• July 11, 2019

    Hurwitz and DeFazio talk transportation at UO

    Last April, PacTrans Associate Director at OSU, David Hurwitz, took part in professor Marc Schlossberg’s Bicycle Transportation course at the University of Oregon, along with other UO students, faculty members, and transportation researchers. 

    Participants got the opportunity to sit in on and students dealt out questions on issues such as privacy concerns and climate change, and how our society can become better equipped to face them, at a high-level policy discussion with one of the most influential lawmakers in the world of transportation: U.S. Rep. Peter DeFazio

    DeFazio is the House Transportation and Infrastructure Committee chairman and a UO alumnus. Hurwitz and the Springfield Democrat were joined at this event by UO’s director of the Environmental and Natural Resources Law Center, Heather Brinton; computer science professor, Stephen Fickas; psychology professor, Elliot Berkman; and planning, public policy, and management professor, Rebecca Lewis.

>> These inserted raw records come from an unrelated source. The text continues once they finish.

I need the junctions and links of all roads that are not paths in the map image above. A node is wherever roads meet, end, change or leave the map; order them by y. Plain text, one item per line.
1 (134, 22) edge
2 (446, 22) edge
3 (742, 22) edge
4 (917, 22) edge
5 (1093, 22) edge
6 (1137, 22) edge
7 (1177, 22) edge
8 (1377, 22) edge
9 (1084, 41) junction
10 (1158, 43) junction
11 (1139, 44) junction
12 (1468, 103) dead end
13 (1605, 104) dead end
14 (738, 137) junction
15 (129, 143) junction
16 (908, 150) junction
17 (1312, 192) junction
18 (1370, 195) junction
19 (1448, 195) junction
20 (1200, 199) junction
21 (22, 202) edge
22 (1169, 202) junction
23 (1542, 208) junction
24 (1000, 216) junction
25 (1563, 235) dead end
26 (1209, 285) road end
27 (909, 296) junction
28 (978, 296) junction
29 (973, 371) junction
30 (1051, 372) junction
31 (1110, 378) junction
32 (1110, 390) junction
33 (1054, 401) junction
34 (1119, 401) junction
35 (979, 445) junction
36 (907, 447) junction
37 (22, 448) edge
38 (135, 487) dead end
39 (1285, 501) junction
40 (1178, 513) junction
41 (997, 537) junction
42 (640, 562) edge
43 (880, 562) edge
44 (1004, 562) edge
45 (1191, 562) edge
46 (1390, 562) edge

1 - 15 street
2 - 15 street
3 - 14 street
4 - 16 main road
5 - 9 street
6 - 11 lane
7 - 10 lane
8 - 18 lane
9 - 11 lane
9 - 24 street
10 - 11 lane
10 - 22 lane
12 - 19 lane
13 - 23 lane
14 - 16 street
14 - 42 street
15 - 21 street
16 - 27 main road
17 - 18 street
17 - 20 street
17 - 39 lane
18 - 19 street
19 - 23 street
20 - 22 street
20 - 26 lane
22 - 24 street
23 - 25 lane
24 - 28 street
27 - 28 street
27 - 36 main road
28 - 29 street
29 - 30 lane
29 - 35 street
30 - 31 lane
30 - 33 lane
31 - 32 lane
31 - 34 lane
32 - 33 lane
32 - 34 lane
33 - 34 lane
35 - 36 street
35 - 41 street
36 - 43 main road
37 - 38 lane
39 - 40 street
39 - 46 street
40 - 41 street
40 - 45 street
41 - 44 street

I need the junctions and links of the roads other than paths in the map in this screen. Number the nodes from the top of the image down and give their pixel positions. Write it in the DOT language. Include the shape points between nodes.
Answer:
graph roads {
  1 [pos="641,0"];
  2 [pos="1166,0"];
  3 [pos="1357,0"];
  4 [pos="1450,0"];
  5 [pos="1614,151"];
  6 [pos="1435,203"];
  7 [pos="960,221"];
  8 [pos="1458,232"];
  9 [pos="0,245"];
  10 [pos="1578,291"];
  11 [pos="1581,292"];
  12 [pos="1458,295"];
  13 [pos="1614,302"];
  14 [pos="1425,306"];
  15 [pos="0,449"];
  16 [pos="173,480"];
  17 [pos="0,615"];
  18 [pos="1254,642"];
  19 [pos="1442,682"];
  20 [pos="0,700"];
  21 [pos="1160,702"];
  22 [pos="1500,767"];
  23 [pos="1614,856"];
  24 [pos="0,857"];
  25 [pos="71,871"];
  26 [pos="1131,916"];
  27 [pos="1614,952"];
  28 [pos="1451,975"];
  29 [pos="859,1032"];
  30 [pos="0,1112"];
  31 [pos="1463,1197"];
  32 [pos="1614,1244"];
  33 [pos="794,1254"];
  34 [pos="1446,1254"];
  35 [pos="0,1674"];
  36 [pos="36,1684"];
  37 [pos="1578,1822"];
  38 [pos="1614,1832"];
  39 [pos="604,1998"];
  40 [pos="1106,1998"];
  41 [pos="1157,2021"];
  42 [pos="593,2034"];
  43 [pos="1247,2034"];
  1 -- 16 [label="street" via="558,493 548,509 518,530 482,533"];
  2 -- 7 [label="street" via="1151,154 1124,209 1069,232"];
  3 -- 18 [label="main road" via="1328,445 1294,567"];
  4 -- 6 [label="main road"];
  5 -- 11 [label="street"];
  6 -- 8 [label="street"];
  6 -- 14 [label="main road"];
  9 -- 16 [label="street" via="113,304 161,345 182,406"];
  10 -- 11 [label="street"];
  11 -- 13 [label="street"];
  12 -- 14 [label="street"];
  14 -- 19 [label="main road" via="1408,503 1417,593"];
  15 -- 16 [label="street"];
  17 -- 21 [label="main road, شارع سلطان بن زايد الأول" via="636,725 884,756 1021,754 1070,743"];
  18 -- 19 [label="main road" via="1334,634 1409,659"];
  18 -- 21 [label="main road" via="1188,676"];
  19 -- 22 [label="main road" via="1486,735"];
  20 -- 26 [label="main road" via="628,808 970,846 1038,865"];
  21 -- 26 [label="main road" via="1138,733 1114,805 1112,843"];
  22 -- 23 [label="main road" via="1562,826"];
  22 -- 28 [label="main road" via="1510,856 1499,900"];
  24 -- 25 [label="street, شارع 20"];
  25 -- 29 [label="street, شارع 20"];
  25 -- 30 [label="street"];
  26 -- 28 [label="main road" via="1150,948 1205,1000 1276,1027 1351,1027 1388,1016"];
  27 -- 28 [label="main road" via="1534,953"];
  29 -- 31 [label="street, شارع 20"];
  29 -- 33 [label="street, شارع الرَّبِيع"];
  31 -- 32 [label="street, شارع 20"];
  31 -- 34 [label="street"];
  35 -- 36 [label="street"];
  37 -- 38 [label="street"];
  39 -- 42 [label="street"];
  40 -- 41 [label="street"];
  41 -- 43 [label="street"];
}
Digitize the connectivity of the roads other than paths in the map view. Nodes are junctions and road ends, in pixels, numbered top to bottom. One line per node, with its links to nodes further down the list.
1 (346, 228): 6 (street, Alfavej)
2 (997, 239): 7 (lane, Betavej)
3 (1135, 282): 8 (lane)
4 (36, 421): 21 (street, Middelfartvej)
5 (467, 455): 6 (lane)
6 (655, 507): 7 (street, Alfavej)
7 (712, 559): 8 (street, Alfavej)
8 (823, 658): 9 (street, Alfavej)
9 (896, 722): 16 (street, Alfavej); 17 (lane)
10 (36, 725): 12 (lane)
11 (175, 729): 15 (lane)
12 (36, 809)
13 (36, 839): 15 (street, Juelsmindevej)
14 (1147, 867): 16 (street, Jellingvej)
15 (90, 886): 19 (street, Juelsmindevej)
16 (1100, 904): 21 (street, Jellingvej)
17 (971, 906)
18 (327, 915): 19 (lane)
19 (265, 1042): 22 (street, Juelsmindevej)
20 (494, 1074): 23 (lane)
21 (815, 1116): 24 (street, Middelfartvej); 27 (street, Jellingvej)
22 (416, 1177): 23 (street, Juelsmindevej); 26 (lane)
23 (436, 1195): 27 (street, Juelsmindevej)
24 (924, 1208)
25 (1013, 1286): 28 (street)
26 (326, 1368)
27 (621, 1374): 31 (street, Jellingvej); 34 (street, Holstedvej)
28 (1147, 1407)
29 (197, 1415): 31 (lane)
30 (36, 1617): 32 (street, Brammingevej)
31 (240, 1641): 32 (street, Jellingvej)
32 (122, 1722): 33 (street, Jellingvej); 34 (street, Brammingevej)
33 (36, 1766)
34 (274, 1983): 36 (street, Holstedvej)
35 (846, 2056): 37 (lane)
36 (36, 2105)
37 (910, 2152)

    Topics of discussion ranged from the surprising acceptance of electric scooters to the psychological and structural barriers that keep more travelers from walking or biking to their destinations. 

    “One thing that’s exciting to me is a year ago, people weren’t even talking about scooters as a form of transportation,” Hurwitz said, according to Around the O. “Here’s a mode of transportation that didn’t exist a year ago and now they represent tens of millions of trips in the U.S., revealing a massive preference for a new way to travel for trips under two miles. Our challenge is to help cities understand how to capitalize on the opportunities and challenges scooters present in terms of street design, policy, equity and safety.” 

    One major talking point explored how futuristic modes of transportation, particularly automated vehicles, might affect cities when it comes to their use of street space and low-carbon transportation methods. This prompted DeFazio to share a story about a recent visit to a self-driving car technology company. 

    During the visit, DeFazio witnessed a bunch of kids playing around a parked car, later realizing that this was how the car learned to predict the children’s behavior by using sensors to observe their actions. Though this is an impressive advancement in autonomous technology, DeFazio also brought up some of the questions raised within Congress regarding the liability issues surrounding this type of technology.

    A lot of the research done at UO addresses a similar issue, it just approaches it differently. UO research looks at this problem through a lens of how cities can be redesigned to fit the needs of travelers on foot, bike, or scooter, rather than trying to rewire cars so they avoid people and objects in transit. 

    The open discussion was met with success. Students got to hear and contribute to a conversation with experts in many fields who wouldn’t normally get the chance to share their perspectives on these particular matters. 

    “I thought it was a tremendous experience for the students to be able to listen to candid talks and sometimes differing opinions from these scholars and Congressman DeFazio,” Schlossberg said, according to Around the O. “These are important issues that students are tackling as part of applied projects in this class, ones that will definitely be part of their professional work once they leave campus. This was a beneficial and fun way to involve them now.”